» **TASK OBJECTIVE**: All of the data that follows is to be printed exactly, without pictures.
--- RECORDS FOR THIS TASK ---
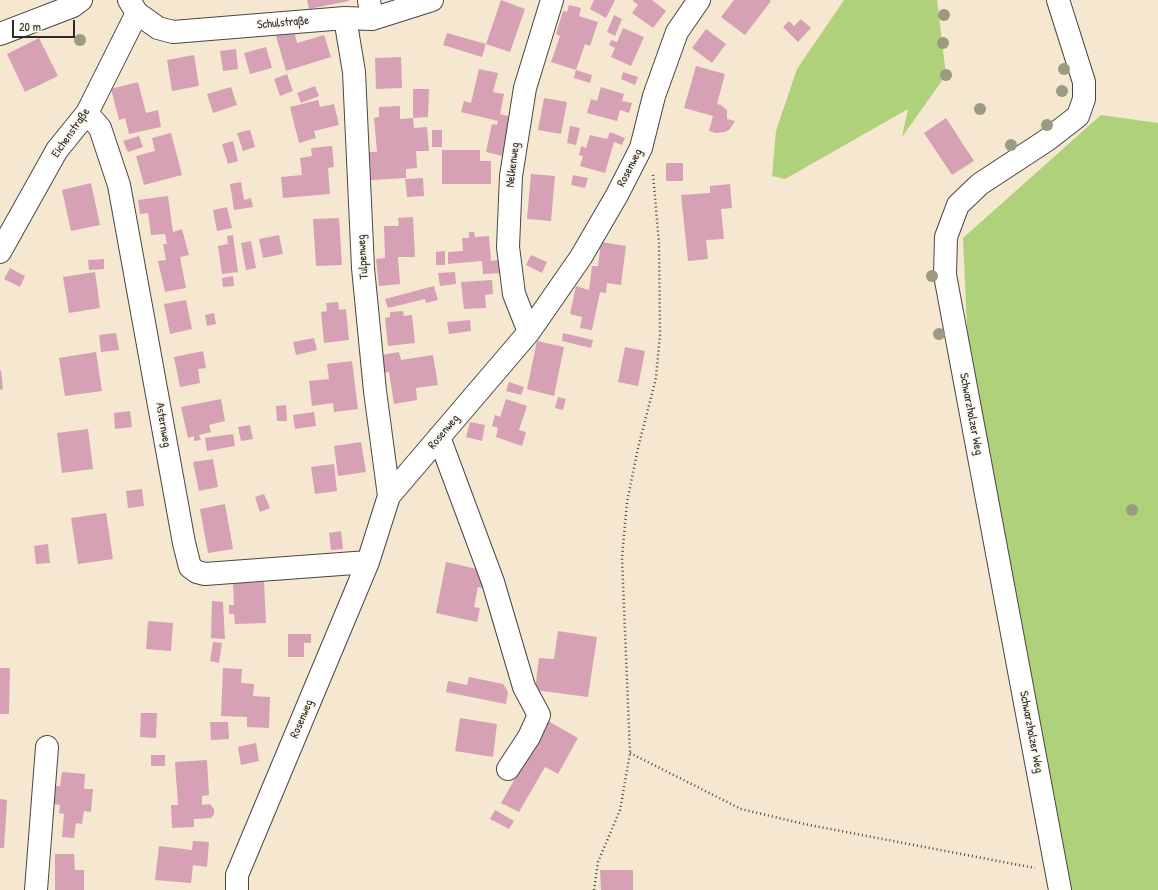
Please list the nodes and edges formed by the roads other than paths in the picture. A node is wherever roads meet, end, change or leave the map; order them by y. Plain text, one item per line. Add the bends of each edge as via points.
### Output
1 (81, 0) edge
2 (432, 0) edge
3 (552, 0) edge
4 (699, 0) edge
5 (1058, 0) edge
6 (133, 6) edge
7 (370, 10) edge
8 (345, 18) junction
9 (0, 34) edge
10 (87, 112) junction
11 (0, 252) edge
12 (529, 332) junction
13 (439, 437) junction
14 (389, 496) junction
15 (368, 562) junction
16 (47, 747) dead end
17 (508, 769) dead end
18 (1059, 881) edge
19 (36, 890) edge
20 (237, 890) edge

1 - 9 street via 73,6
2 - 7 street, Schulstraße
3 - 12 street, Nelkenweg via 525,88 511,176 509,254 514,294
4 - 12 street, Rosenweg via 677,32 654,96 641,148 617,195 581,257
5 - 18 street, Schwarzholzer Weg via 1084,82 1084,99 1078,116 1047,140 980,184 958,206 946,237 945,275
6 - 8 street, Schulstraße via 158,28 173,32
6 - 10 street, Eichenstraße
7 - 8 street, Schulstraße
8 - 14 street, Tulpenweg via 354,72 363,268 375,391
10 - 11 street, Eichenstraße via 58,150
10 - 15 street, Asternweg via 100,128 119,185 190,566 197,572 206,574
12 - 13 street, Rosenweg
13 - 14 street, Rosenweg
13 - 17 street via 493,582 524,687 539,715 529,737
14 - 15 street, Rosenweg
15 - 20 street, Rosenweg via 237,875
16 - 19 street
---
» **ANSWER TO THE EXERCISE**:
Please list the nodes and edges formed by the roads other than paths in the picture. A node is wherever roads meet, end, change or leave the map; order them by y. Plain text, one item per line. Add the bends of each edge as via points.
### Output
1 (81, 0) edge
2 (432, 0) edge
3 (552, 0) edge
4 (699, 0) edge
5 (1058, 0) edge
6 (133, 6) edge
7 (370, 10) edge
8 (345, 18) junction
9 (0, 34) edge
10 (87, 112) junction
11 (0, 252) edge
12 (529, 332) junction
13 (439, 437) junction
14 (389, 496) junction
15 (368, 562) junction
16 (47, 747) dead end
17 (508, 769) dead end
18 (1059, 881) edge
19 (36, 890) edge
20 (237, 890) edge

1 - 9 street via 73,6
2 - 7 street, Schulstraße
3 - 12 street, Nelkenweg via 525,88 511,176 509,254 514,294
4 - 12 street, Rosenweg via 677,32 654,96 641,148 617,195 581,257
5 - 18 street, Schwarzholzer Weg via 1084,82 1084,99 1078,116 1047,140 980,184 958,206 946,237 945,275
6 - 8 street, Schulstraße via 158,28 173,32
6 - 10 street, Eichenstraße
7 - 8 street, Schulstraße
8 - 14 street, Tulpenweg via 354,72 363,268 375,391
10 - 11 street, Eichenstraße via 58,150
10 - 15 street, Asternweg via 100,128 119,185 190,566 197,572 206,574
12 - 13 street, Rosenweg
13 - 14 street, Rosenweg
13 - 17 street via 493,582 524,687 539,715 529,737
14 - 15 street, Rosenweg
15 - 20 street, Rosenweg via 237,875
16 - 19 street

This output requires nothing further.